**Work order**
Your output should be the line that contains "Trace all roads that are not paths in the map" and all lines after it in the records, retyped exactly through the last one.

Stored data
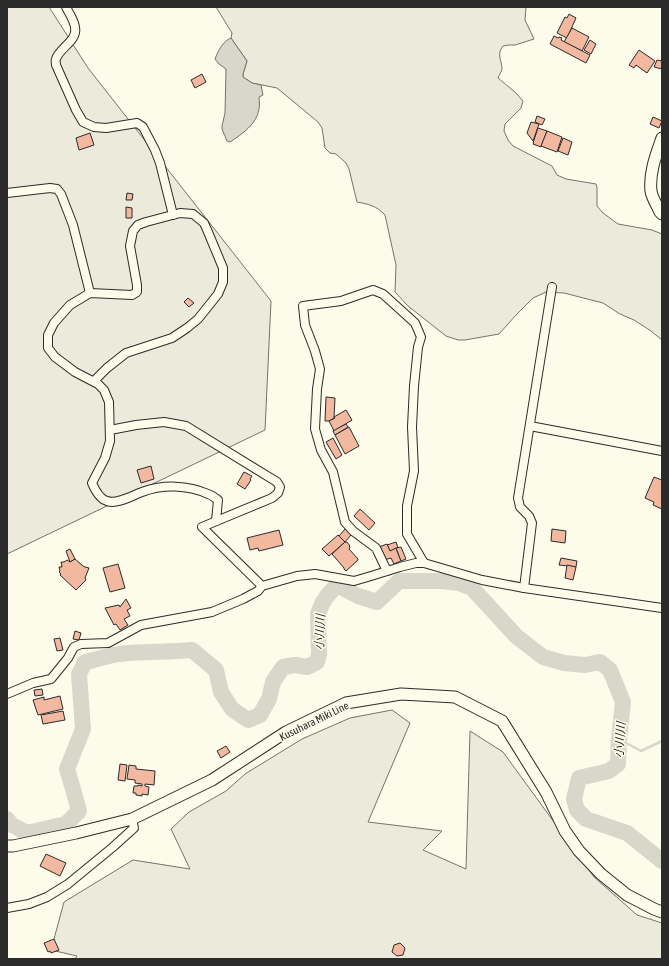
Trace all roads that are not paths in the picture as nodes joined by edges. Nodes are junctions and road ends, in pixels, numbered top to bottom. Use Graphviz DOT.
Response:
graph roads {
  1 [pos="66,7"];
  2 [pos="662,138"];
  3 [pos="7,193"];
  4 [pos="662,214"];
  5 [pos="173,215"];
  6 [pos="552,287"];
  7 [pos="90,293"];
  8 [pos="94,381"];
  9 [pos="530,426"];
  10 [pos="110,430"];
  11 [pos="662,451"];
  12 [pos="216,520"];
  13 [pos="424,563"];
  14 [pos="387,571"];
  15 [pos="262,586"];
  16 [pos="524,588"];
  17 [pos="662,608"];
  18 [pos="7,694"];
  19 [pos="132,819"];
  20 [pos="7,846"];
  21 [pos="7,908"];
  22 [pos="662,912"];
  1 -- 5 [label="street"];
  2 -- 4 [label="main road"];
  3 -- 7 [label="street"];
  5 -- 7 [label="street"];
  5 -- 8 [label="street"];
  6 -- 9 [label="street"];
  7 -- 8 [label="street"];
  8 -- 10 [label="street"];
  9 -- 11 [label="street"];
  9 -- 16 [label="street"];
  10 -- 12 [label="street"];
  10 -- 12 [label="street"];
  12 -- 15 [label="street"];
  13 -- 14 [label="street"];
  13 -- 14 [label="street"];
  13 -- 16 [label="street"];
  14 -- 15 [label="street"];
  15 -- 18 [label="street"];
  16 -- 17 [label="street"];
  19 -- 20 [label="main road, Kusuhara Miki Line"];
  19 -- 21 [label="street"];
  19 -- 22 [label="main road, Kusuhara Miki Line"];
}
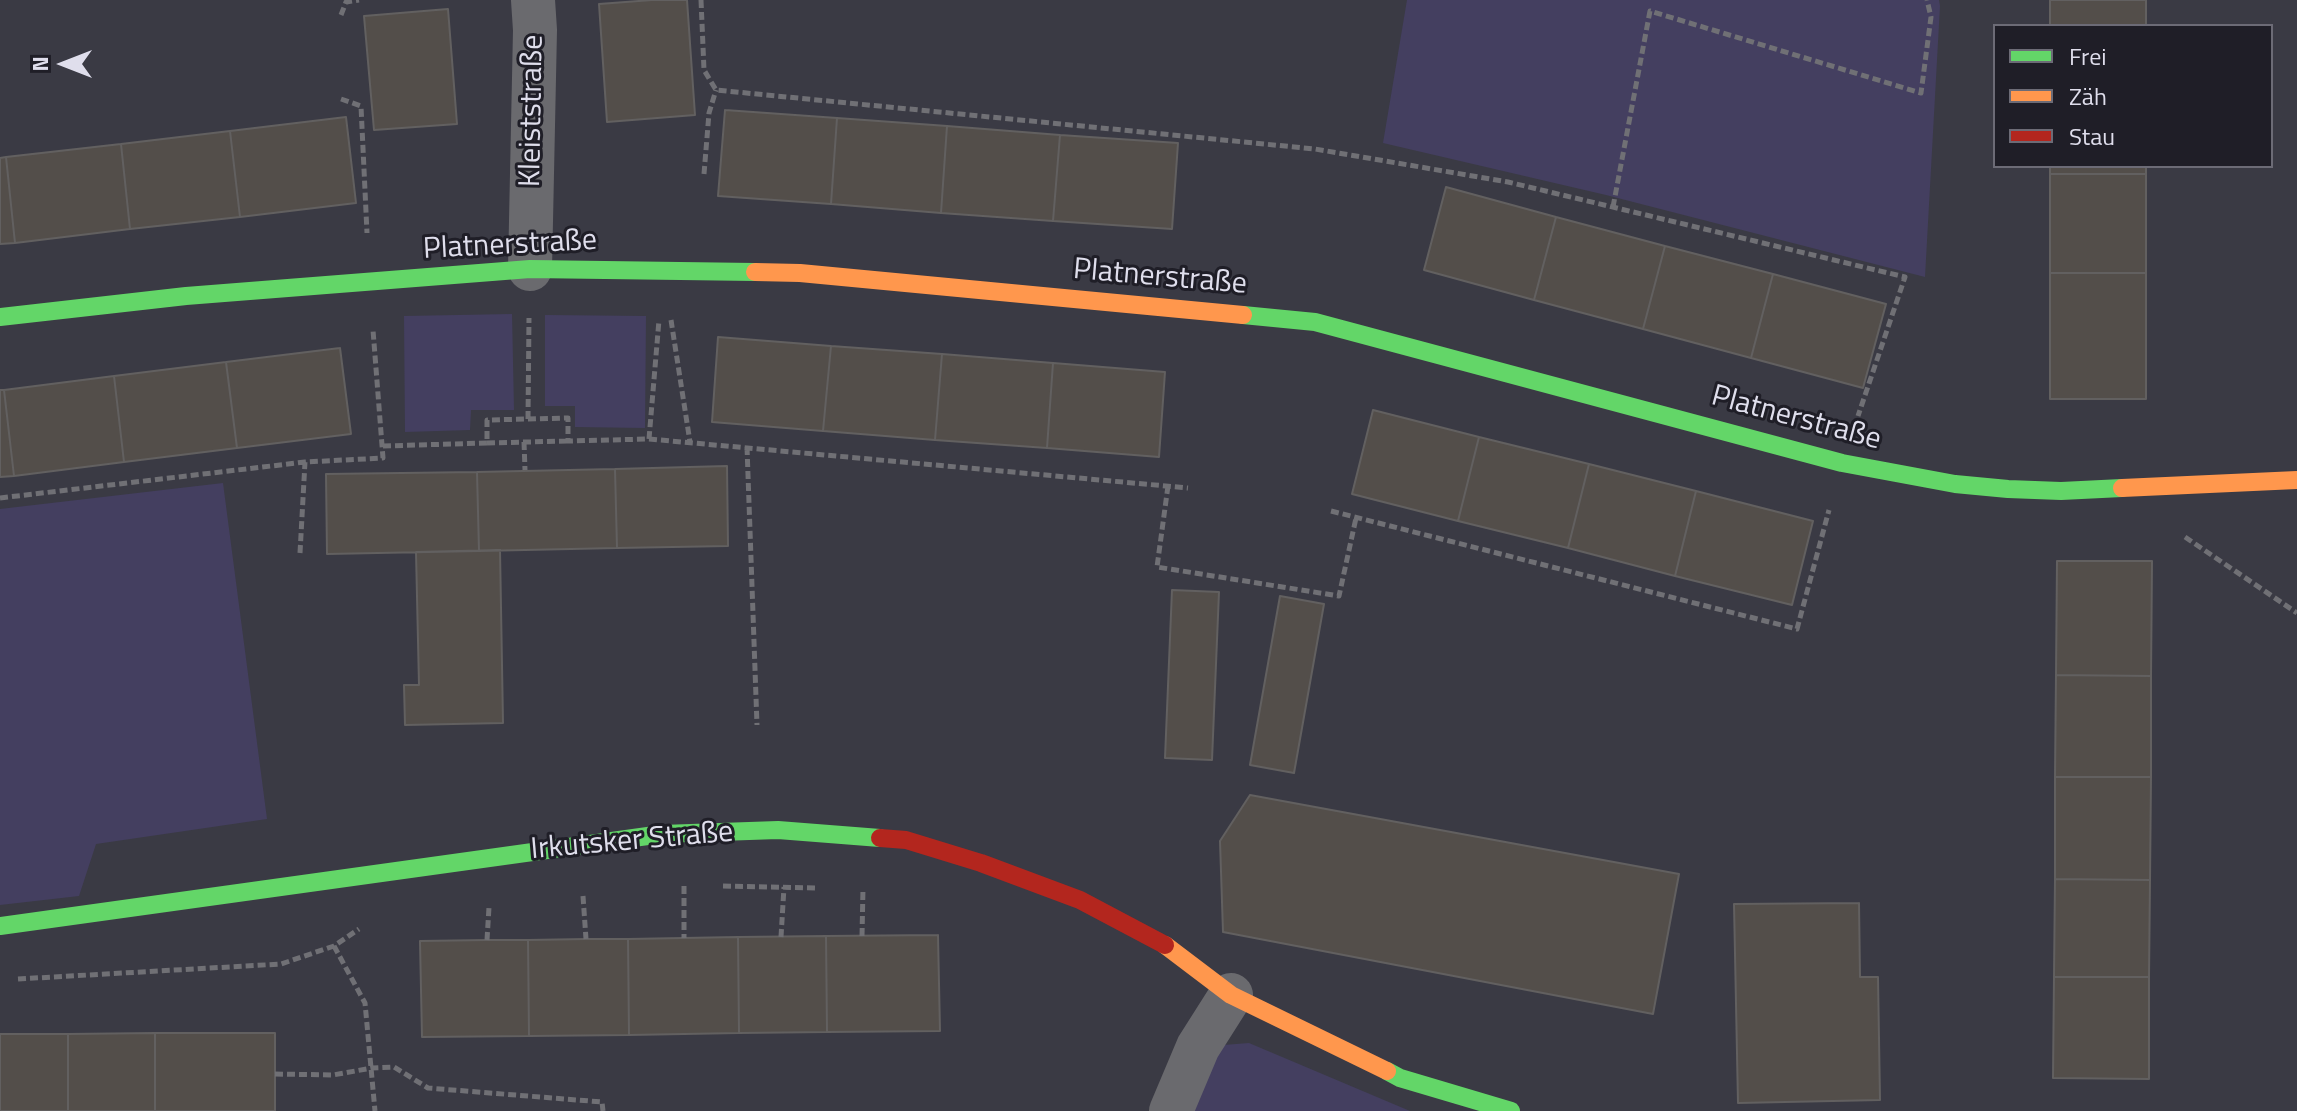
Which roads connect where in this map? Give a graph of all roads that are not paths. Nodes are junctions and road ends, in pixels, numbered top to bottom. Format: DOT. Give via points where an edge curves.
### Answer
graph roads {
  1 [pos="533,0"];
  2 [pos="530,269"];
  3 [pos="0,317"];
  4 [pos="2297,480"];
  5 [pos="0,926"];
  6 [pos="1231,995"];
  7 [pos="1171,1111"];
  8 [pos="1511,1111"];
  1 -- 2 [label="street, Kleiststraße"];
  2 -- 3 [label="street, Platnerstraße" via="186,296"];
  2 -- 4 [label="street, Platnerstraße" via="800,273 1315,322 1842,463 1955,484 2061,491"];
  5 -- 6 [label="street, Irkutsker Straße" via="662,834 778,830 906,840 981,863 1080,900 1124,923 1163,944"];
  6 -- 7 [label="street" via="1198,1047"];
  6 -- 8 [label="street, Irkutsker Straße" via="1400,1078"];
}
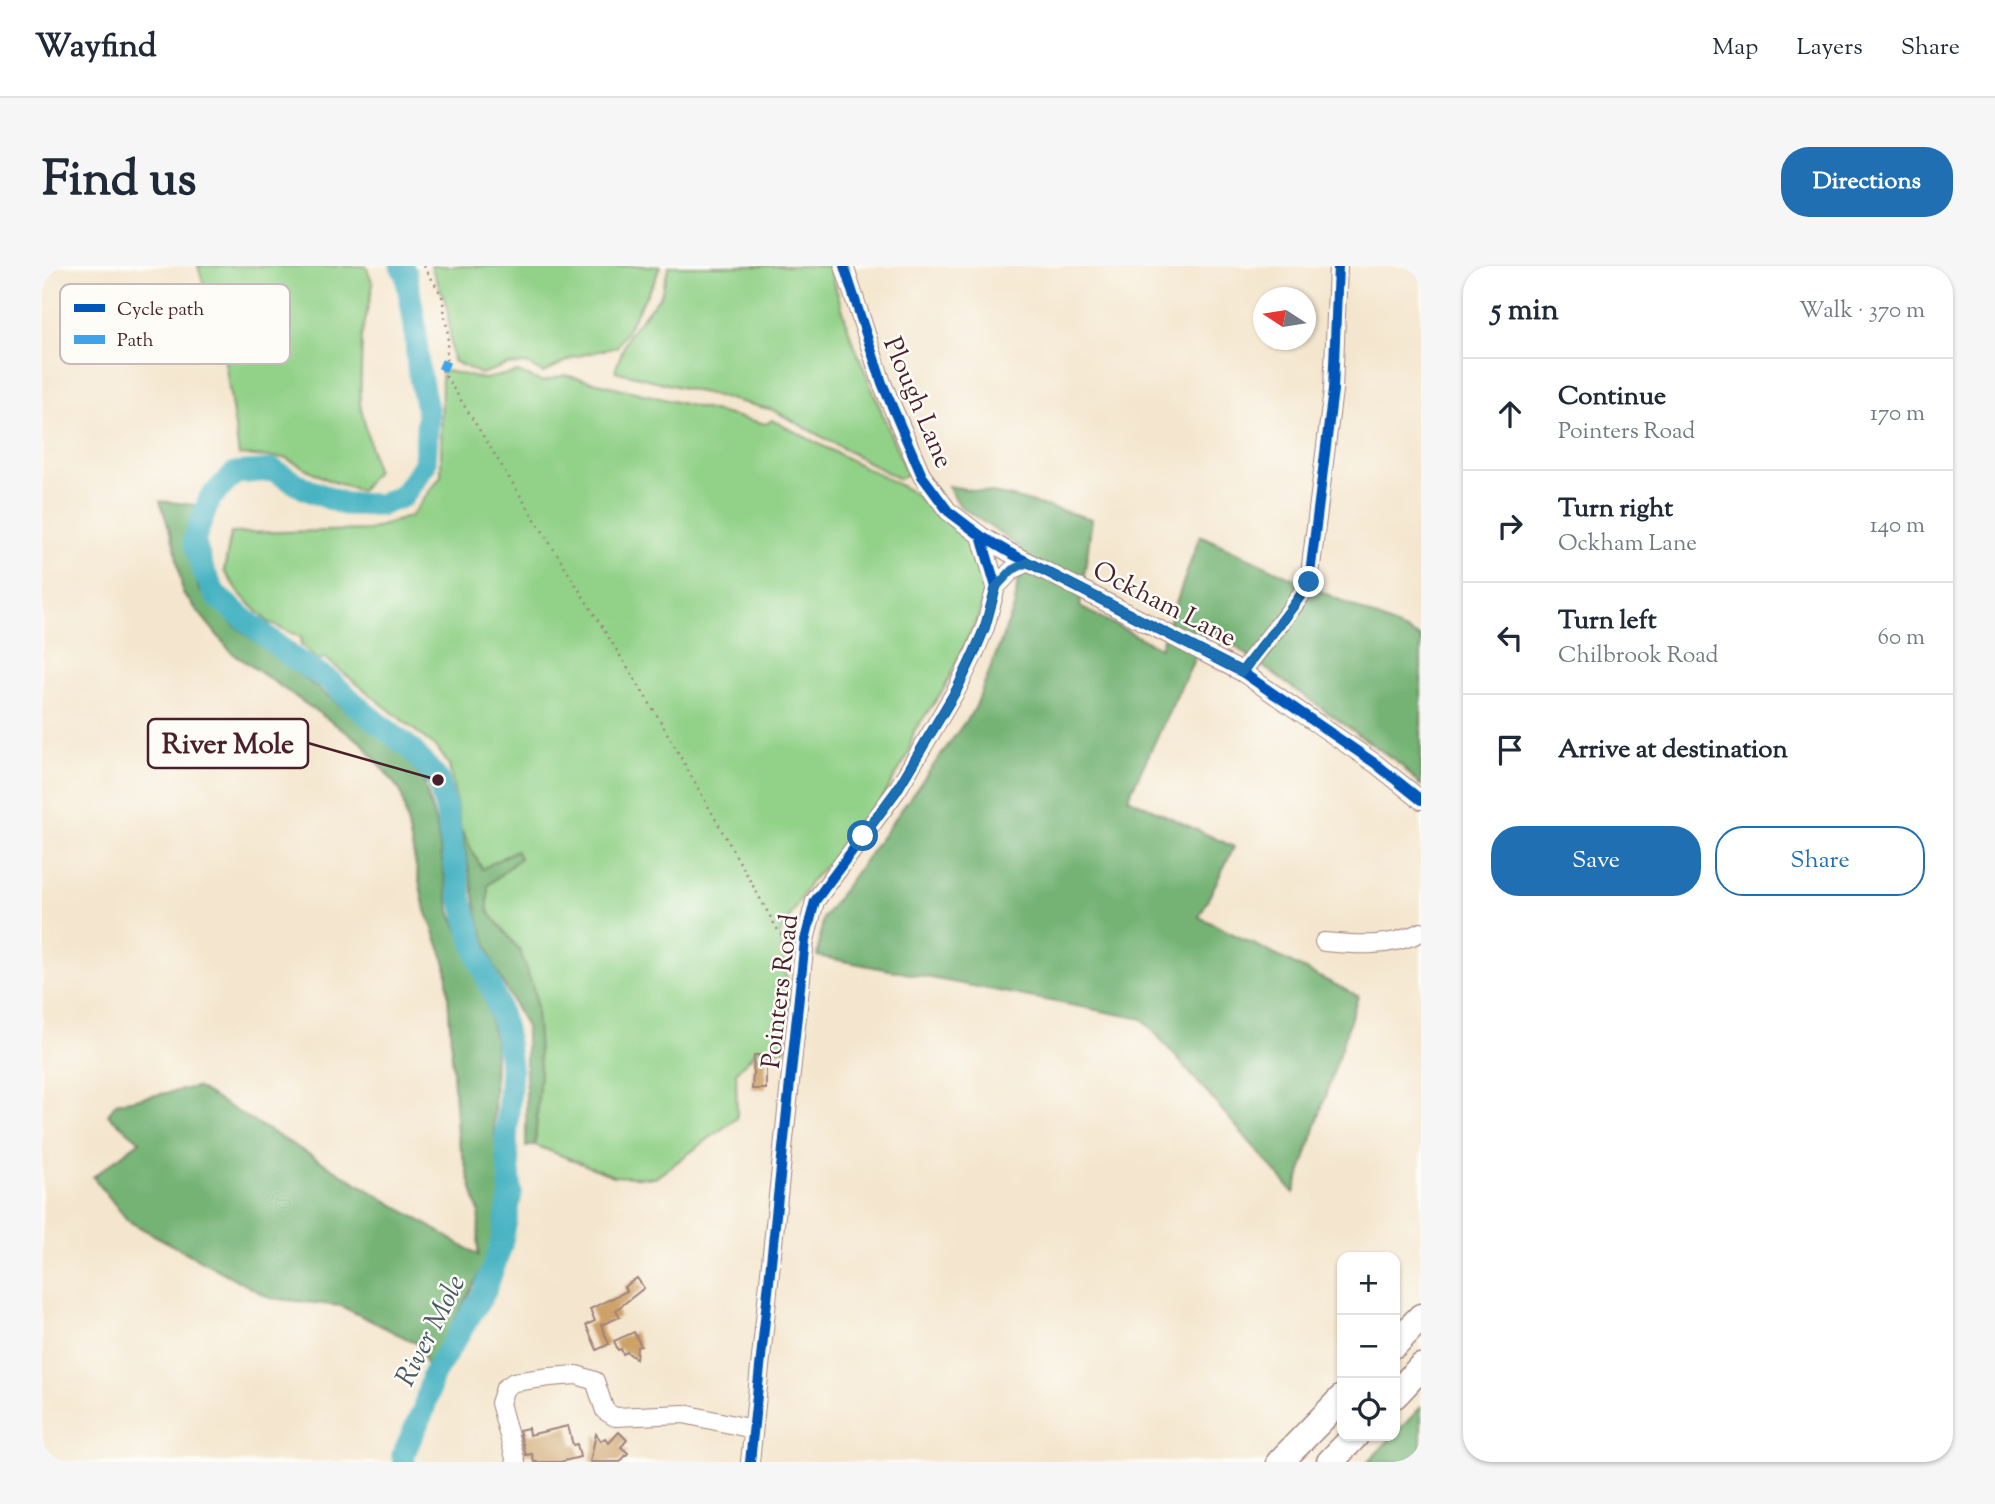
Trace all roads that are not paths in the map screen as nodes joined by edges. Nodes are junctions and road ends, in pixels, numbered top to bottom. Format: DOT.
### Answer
graph roads {
  1 [pos="844,266"];
  2 [pos="1338,266"];
  3 [pos="981,536"];
  4 [pos="1028,562"];
  5 [pos="996,587"];
  6 [pos="1242,672"];
  7 [pos="1421,800"];
  8 [pos="1421,932"];
  9 [pos="1324,942"];
  10 [pos="1421,1317"];
  11 [pos="1400,1339"];
  12 [pos="1421,1367"];
  13 [pos="1400,1390"];
  14 [pos="1337,1403"];
  15 [pos="753,1429"];
  16 [pos="1350,1441"];
  17 [pos="516,1462"];
  18 [pos="750,1462"];
  19 [pos="1280,1462"];
  20 [pos="1330,1462"];
  1 -- 3 [label="street, Plough Lane"];
  2 -- 6 [label="street"];
  3 -- 4 [label="street, Ockham Lane"];
  3 -- 5 [label="street"];
  4 -- 5 [label="street"];
  4 -- 6 [label="street, Ockham Lane"];
  5 -- 15 [label="street, Pointers Road"];
  6 -- 7 [label="street, Ockham Lane"];
  8 -- 9 [label="street"];
  10 -- 11 [label="highway"];
  12 -- 13 [label="highway"];
  14 -- 19 [label="highway"];
  15 -- 17 [label="street"];
  15 -- 18 [label="street, Pointers Road"];
  16 -- 20 [label="highway"];
}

**Answer below**
Trace all roads that are not paths in the map screen as nodes joined by edges. Nodes are junctions and road ends, in pixels, numbered top to bottom. Format: DOT.
### Answer
graph roads {
  1 [pos="844,266"];
  2 [pos="1338,266"];
  3 [pos="981,536"];
  4 [pos="1028,562"];
  5 [pos="996,587"];
  6 [pos="1242,672"];
  7 [pos="1421,800"];
  8 [pos="1421,932"];
  9 [pos="1324,942"];
  10 [pos="1421,1317"];
  11 [pos="1400,1339"];
  12 [pos="1421,1367"];
  13 [pos="1400,1390"];
  14 [pos="1337,1403"];
  15 [pos="753,1429"];
  16 [pos="1350,1441"];
  17 [pos="516,1462"];
  18 [pos="750,1462"];
  19 [pos="1280,1462"];
  20 [pos="1330,1462"];
  1 -- 3 [label="street, Plough Lane"];
  2 -- 6 [label="street"];
  3 -- 4 [label="street, Ockham Lane"];
  3 -- 5 [label="street"];
  4 -- 5 [label="street"];
  4 -- 6 [label="street, Ockham Lane"];
  5 -- 15 [label="street, Pointers Road"];
  6 -- 7 [label="street, Ockham Lane"];
  8 -- 9 [label="street"];
  10 -- 11 [label="highway"];
  12 -- 13 [label="highway"];
  14 -- 19 [label="highway"];
  15 -- 17 [label="street"];
  15 -- 18 [label="street, Pointers Road"];
  16 -- 20 [label="highway"];
}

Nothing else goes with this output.